Description
ISBN-13: 9781781723395
Publication Date: September 8, 2016
Seren Books | Paperback | Fiction
‘My Falling Down House is a masterpiece’ – Anne Janowitz, Emerita Professor, Dept of English, Queen Mary University of London
‘This is a novel for anyone who has had a setback in life; for anyone who ever thought of escaping reality and retreating into the shadowy imagination. A beautiful exploration of identity by a hugely talented writer.’ – Eluned Gramich
Takeo Tanaka sets himself projects in an attempt to hold on to his sanity and as recompense for trespassing and dwelling in a house for which he makes no payment. But with only a cat and a cello for company, his ability to distinguish between real and imagined events is soon deeply challenged, and he is ultimately held captive by his own paralysing suspicion of the outside world.

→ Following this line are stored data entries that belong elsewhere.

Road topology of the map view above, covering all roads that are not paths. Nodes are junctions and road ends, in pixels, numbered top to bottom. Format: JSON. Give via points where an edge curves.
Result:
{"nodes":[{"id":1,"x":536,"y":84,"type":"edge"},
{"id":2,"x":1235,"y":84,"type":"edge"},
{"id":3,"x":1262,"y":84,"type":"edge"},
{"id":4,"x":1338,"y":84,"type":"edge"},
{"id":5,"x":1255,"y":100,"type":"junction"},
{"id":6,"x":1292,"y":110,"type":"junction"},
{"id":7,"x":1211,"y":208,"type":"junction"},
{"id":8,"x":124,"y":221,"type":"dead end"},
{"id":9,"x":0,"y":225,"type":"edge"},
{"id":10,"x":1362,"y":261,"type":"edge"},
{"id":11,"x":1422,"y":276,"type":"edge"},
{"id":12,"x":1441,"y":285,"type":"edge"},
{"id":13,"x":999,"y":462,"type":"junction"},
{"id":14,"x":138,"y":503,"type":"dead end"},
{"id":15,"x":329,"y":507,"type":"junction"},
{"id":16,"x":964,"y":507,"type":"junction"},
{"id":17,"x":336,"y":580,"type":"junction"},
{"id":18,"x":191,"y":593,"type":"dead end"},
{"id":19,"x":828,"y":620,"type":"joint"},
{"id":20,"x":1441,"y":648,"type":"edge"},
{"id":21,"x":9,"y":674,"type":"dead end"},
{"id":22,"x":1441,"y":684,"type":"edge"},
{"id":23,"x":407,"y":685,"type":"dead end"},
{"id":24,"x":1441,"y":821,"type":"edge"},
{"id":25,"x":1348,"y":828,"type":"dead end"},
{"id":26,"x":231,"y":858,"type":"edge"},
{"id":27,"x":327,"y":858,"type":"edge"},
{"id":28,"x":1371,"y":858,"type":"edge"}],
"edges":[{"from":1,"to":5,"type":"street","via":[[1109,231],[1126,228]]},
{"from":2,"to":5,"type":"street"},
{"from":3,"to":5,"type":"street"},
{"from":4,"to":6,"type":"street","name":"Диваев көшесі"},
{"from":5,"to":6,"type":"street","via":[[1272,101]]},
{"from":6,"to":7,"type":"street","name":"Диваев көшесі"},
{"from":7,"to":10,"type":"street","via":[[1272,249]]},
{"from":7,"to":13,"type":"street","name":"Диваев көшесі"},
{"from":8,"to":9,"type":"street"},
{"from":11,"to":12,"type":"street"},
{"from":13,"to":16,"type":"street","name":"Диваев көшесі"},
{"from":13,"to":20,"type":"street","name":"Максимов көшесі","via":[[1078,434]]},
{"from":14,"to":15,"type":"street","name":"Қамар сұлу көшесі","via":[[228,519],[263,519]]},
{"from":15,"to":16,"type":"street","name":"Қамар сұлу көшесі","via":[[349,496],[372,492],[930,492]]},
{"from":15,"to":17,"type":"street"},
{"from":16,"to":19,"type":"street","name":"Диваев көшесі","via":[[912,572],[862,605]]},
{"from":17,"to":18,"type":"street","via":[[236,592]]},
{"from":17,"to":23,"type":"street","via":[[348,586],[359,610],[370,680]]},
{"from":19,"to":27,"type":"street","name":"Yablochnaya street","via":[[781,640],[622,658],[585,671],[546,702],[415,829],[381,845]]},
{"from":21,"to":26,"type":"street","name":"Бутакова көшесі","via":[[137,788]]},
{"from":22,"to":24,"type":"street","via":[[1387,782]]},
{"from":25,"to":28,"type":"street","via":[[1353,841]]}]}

His fears and failing health keep him inside the house through four testing seasons, and he is driven to the edge of insanity as he pushes his creative abilities to keep himself occupied and retain his self-respect. He keeps notebooks, and attempts to map out the renovation work required on the house, constantly doubting his abilities but pushing his way through, endlessly searching for solutions. Building what he can out of the things he discovers inside the house, he permits his mind free reign to create and to mend.
When the shapeshifter (yokai) arrives, and begins to menace him, he is again made to doubt his sanity, and then also his sight, and his hearing. Questioning his previous life brings him to a point of crisis and he renegotiates his feelings towards a crippling modern world and all that this demands. As the seasons move on, he finds himself more and more deeply drawn into a relationship with nature and simple ways of living.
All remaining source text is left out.